> _What you need to do_
What you return should be the full listing, word for word, without a single image.

> _Data extracts_

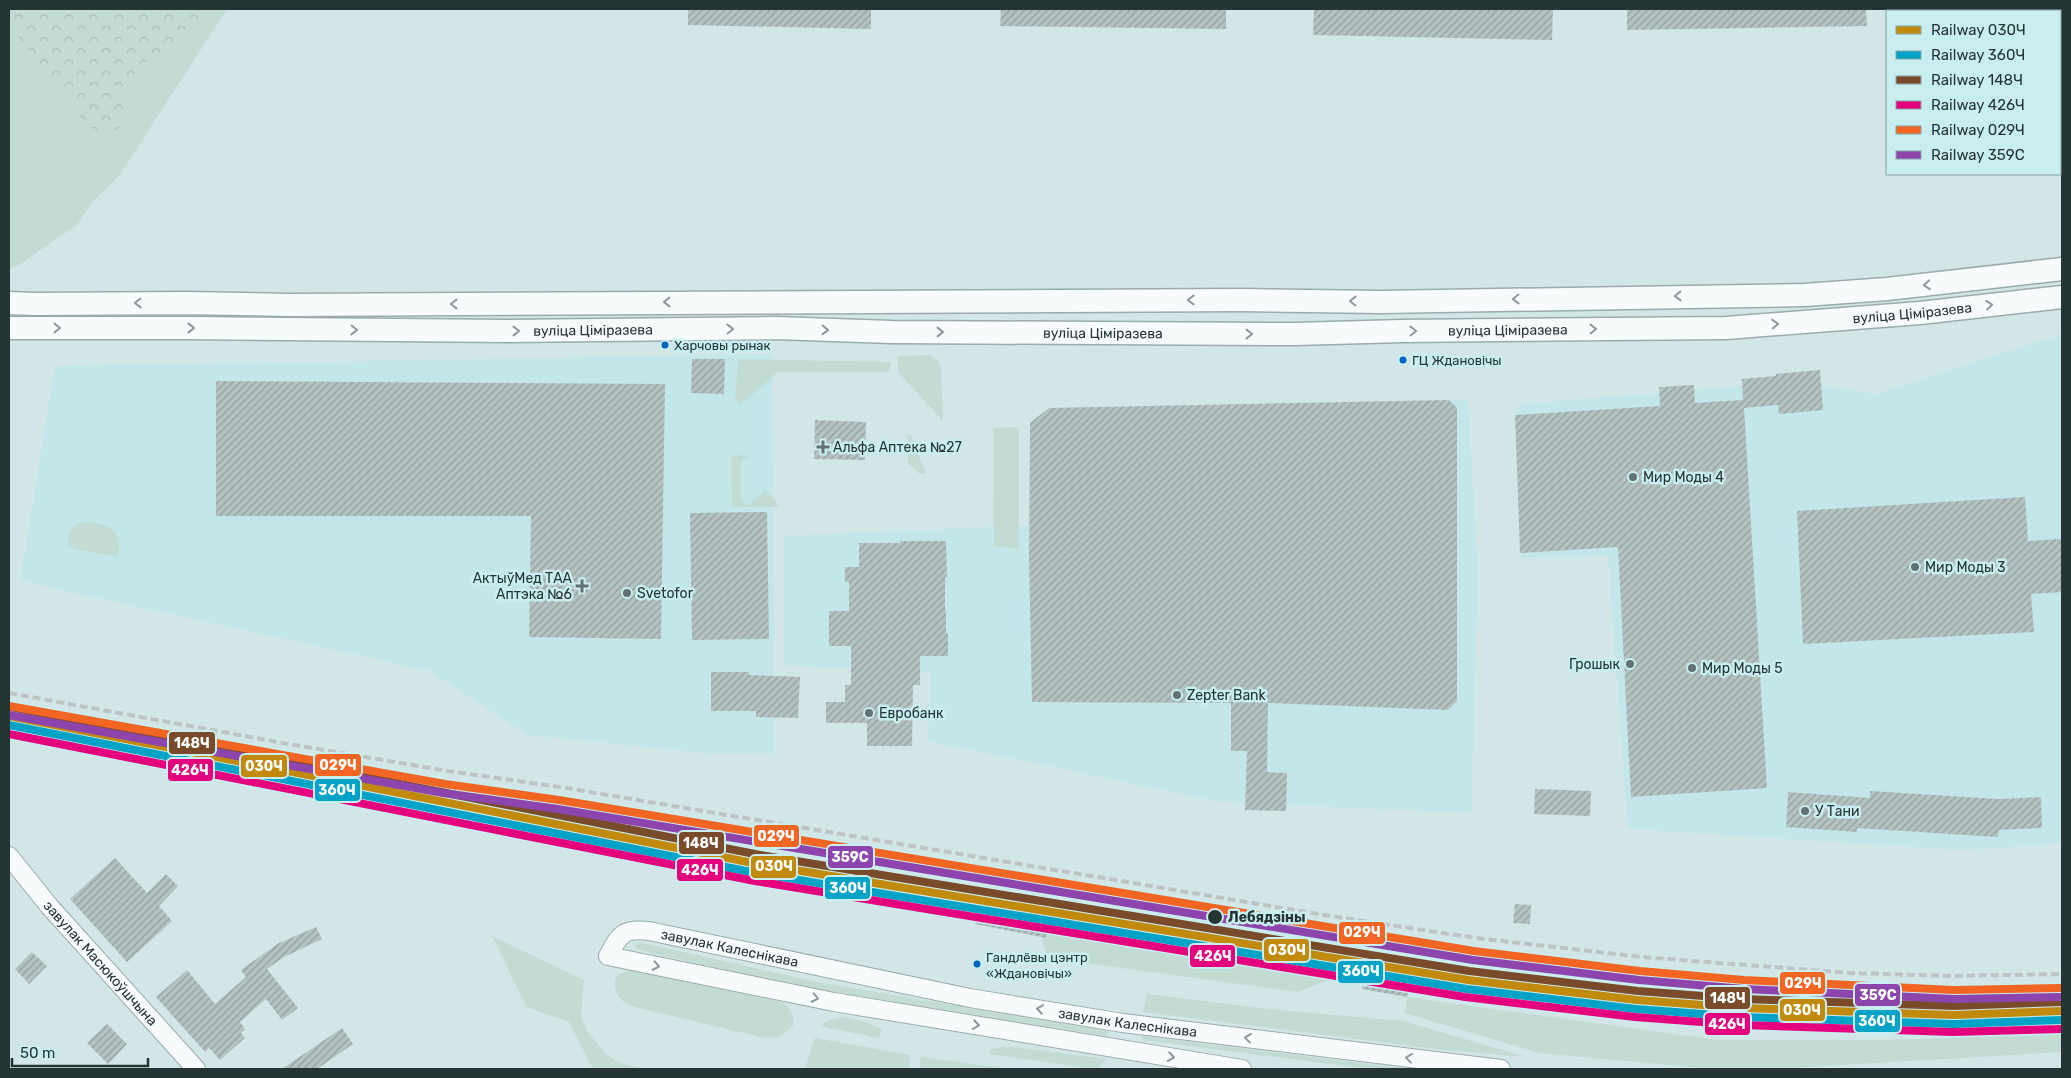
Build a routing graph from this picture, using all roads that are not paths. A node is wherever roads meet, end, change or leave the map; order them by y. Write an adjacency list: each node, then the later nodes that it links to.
1 (2062, 269): 3 (main road, вуліца Ціміразева, one-way to 3)
2 (2062, 297): 4 (main road, вуліца Ціміразева, one-way to 2)
3 (9, 302)
4 (9, 328)
5 (9, 856): 7 (street, завулак Масюкоўшчына)
6 (1475, 1068): 8 (street, завулак Калеснікава, one-way to 8); 9 (street, завулак Калеснікава)
7 (196, 1069)
8 (1242, 1069)
9 (1502, 1069)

> _Final answer_
Build a routing graph from this picture, using all roads that are not paths. A node is wherever roads meet, end, change or leave the map; order them by y. Write an adjacency list: each node, then the later nodes that it links to.
1 (2062, 269): 3 (main road, вуліца Ціміразева, one-way to 3)
2 (2062, 297): 4 (main road, вуліца Ціміразева, one-way to 2)
3 (9, 302)
4 (9, 328)
5 (9, 856): 7 (street, завулак Масюкоўшчына)
6 (1475, 1068): 8 (street, завулак Калеснікава, one-way to 8); 9 (street, завулак Калеснікава)
7 (196, 1069)
8 (1242, 1069)
9 (1502, 1069)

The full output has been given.